What is ASHA's position on direct access and the 18x18 campaign?
While ASHA supports professional autonomy for the audiology profession, we believe that we are more likely to achieve meaningful success if we work within the political reality of what is feasible to accomplish on Capitol Hill and a strategy that is consistent with the future of Medicare billing practices. After lengthy discussions with ASHA's legislative consultants, members of Congress as well as ASHA's Health Care Economics Committee, the Audiology Advisory Council, and ASHA's Board of Directors, ASHA believes that our advocacy resources are best applied to passing comprehensive benefit legislation. This legislation not only helps audiologists, it helps patients. Moreover, our legislative approach is consistent with the trend in health care where reimbursement is based on quality and patient outcomes through coordinated care.
When the Medicare regulations refer to certain professions that can "opt-out," what do they mean?
"Opting-out" means that physicians and a small number of other professions may choose to accept payment from the Medicare beneficiary, and the beneficiary or provider cannot bill Medicare for those services. The services are 100% paid out-of-pocket by the beneficiary. A provider who chooses to opt-out must enter into private contracts with all of his or her Medicare patients and is prohibited from billing Medicare for 2 years, thus reducing access to typical Medicare beneficiaries unwilling to forgo Medicare coverage of their services. It is estimated that fewer than 2% of providers who have the option to opt-out choose to use it. The bill does not include an opt-out provision for audiologists.
What type of services will be covered under the legislation?
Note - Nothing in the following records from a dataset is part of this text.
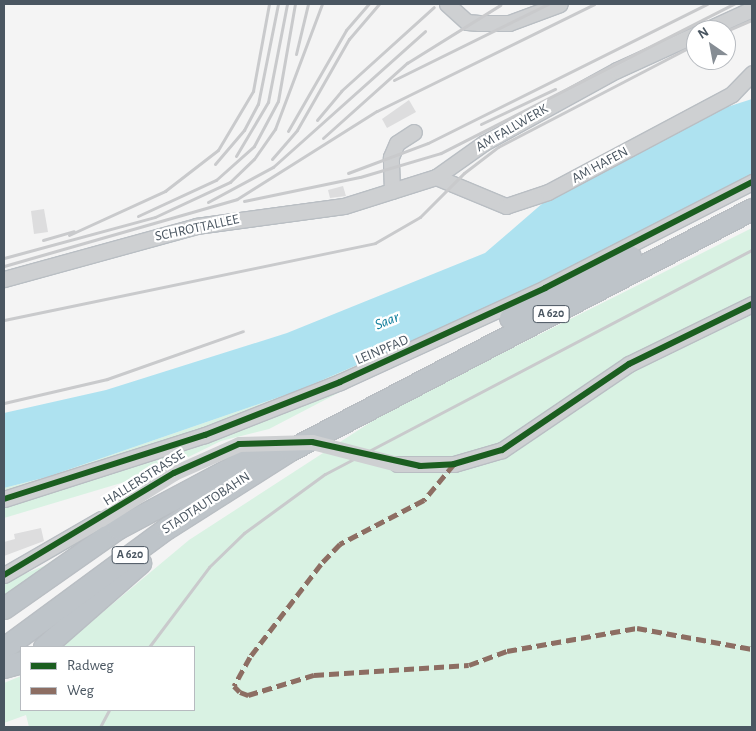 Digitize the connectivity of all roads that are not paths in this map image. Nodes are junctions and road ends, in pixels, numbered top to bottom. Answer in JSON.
{"nodes":[{"id":1,"x":447,"y":4,"type":"edge"},
{"id":2,"x":560,"y":4,"type":"edge"},
{"id":3,"x":752,"y":9,"type":"edge"},
{"id":4,"x":728,"y":20,"type":"edge"},
{"id":5,"x":686,"y":39,"type":"edge"},
{"id":6,"x":752,"y":73,"type":"edge"},
{"id":7,"x":414,"y":132,"type":"dead end"},
{"id":8,"x":436,"y":177,"type":"junction"},
{"id":9,"x":752,"y":182,"type":"edge"},
{"id":10,"x":392,"y":191,"type":"junction"},
{"id":11,"x":752,"y":193,"type":"edge"},
{"id":12,"x":752,"y":209,"type":"edge"},
{"id":13,"x":4,"y":278,"type":"edge"},
{"id":14,"x":752,"y":304,"type":"edge"},
{"id":15,"x":346,"y":412,"type":"junction"},
{"id":16,"x":260,"y":460,"type":"junction"},
{"id":17,"x":4,"y":499,"type":"edge"},
{"id":18,"x":4,"y":575,"type":"edge"},
{"id":19,"x":4,"y":608,"type":"edge"},
{"id":20,"x":4,"y":631,"type":"edge"},
{"id":21,"x":45,"y":646,"type":"edge"},
{"id":22,"x":4,"y":648,"type":"edge"},
{"id":23,"x":20,"y":662,"type":"edge"},
{"id":24,"x":4,"y":667,"type":"edge"}],
"edges":[{"from":1,"to":2,"type":"street"},
{"from":3,"to":4,"type":"street"},
{"from":5,"to":8,"type":"street","name":"AM FALLWERK"},
{"from":6,"to":8,"type":"street","name":"AM HAFEN"},
{"from":7,"to":10,"type":"street"},
{"from":8,"to":10,"type":"street","name":"AM FALLWERK"},
{"from":9,"to":17,"type":"street","name":"LEINPFAD"},
{"from":10,"to":13,"type":"street","name":"SCHROTTALLEE"},
{"from":11,"to":15,"type":"highway","number":"A 620"},
{"from":12,"to":15,"type":"highway","number":"A 620"},
{"from":14,"to":18,"type":"street","name":"HALLERSTRASSE","bridge":true},
{"from":15,"to":16,"type":"highway","number":"A 620"},
{"from":15,"to":16,"type":"highway","name":"STADTAUTOBAHN","number":"A 620"},
{"from":16,"to":19,"type":"highway"},
{"from":16,"to":20,"type":"highway","number":"A 620"},
{"from":16,"to":21,"type":"highway","number":"A 620"},
{"from":16,"to":22,"type":"highway","name":"STADTAUTOBAHN","number":"A 620"},
{"from":23,"to":24,"type":"highway"}]} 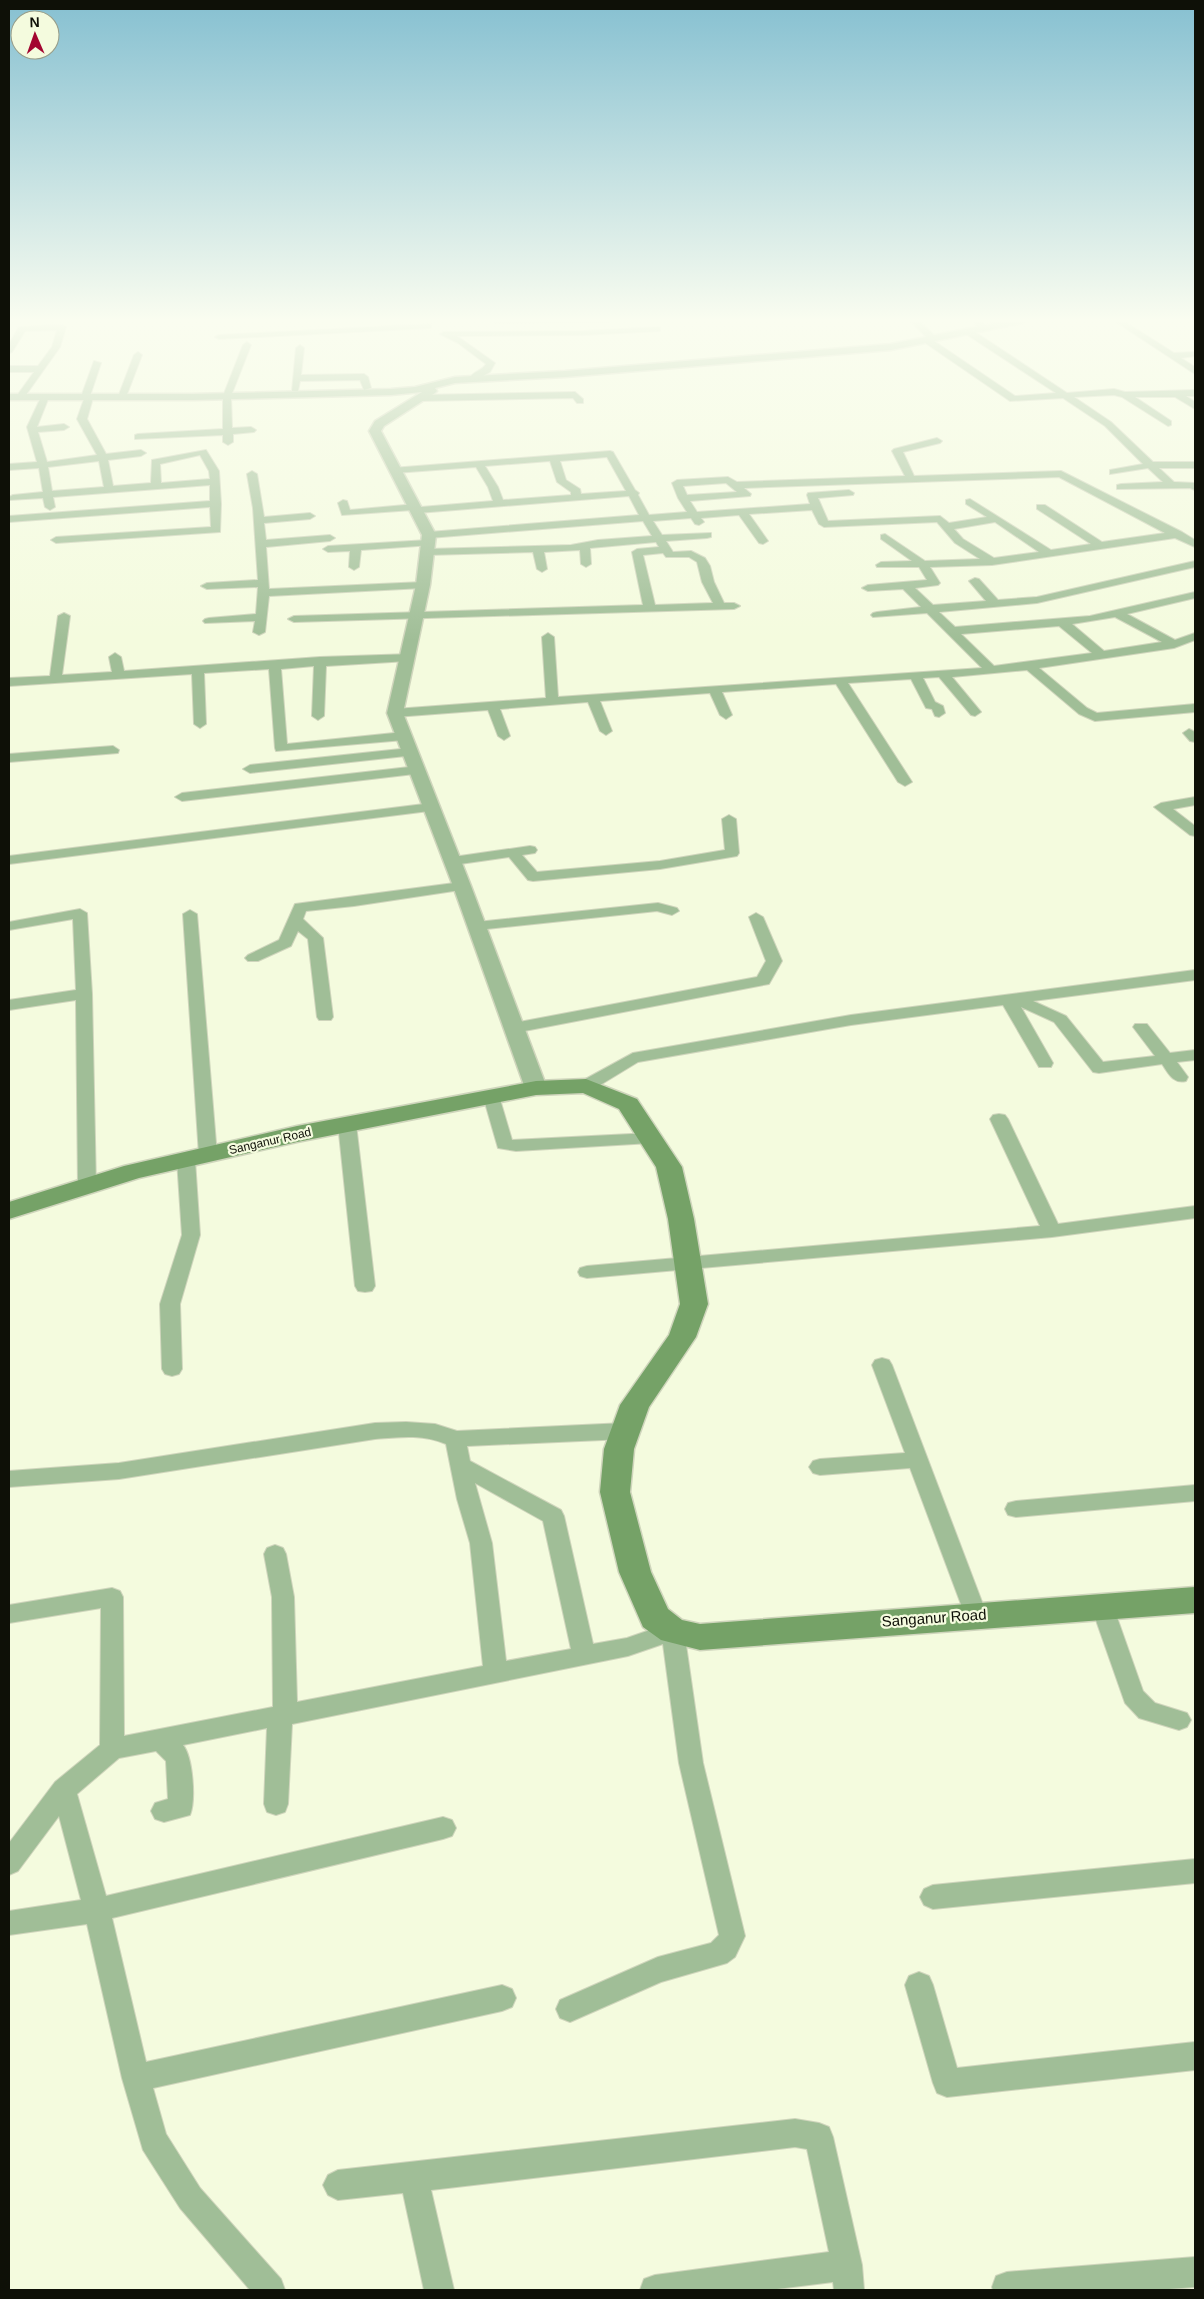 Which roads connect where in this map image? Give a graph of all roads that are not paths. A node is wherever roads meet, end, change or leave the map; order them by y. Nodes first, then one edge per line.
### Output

No legislation describes every procedure that it will cover, but we believe the language is broad enough that, once passed, the subsequent regulations will allow for coverage of current and future treatment services that are most important to audiologists.
What can I do to support this legislation?
If you are interested in supporting the Medicare Audiology Services Enhancement Act of 2015, ask your member of Congress to cosponsor the bill.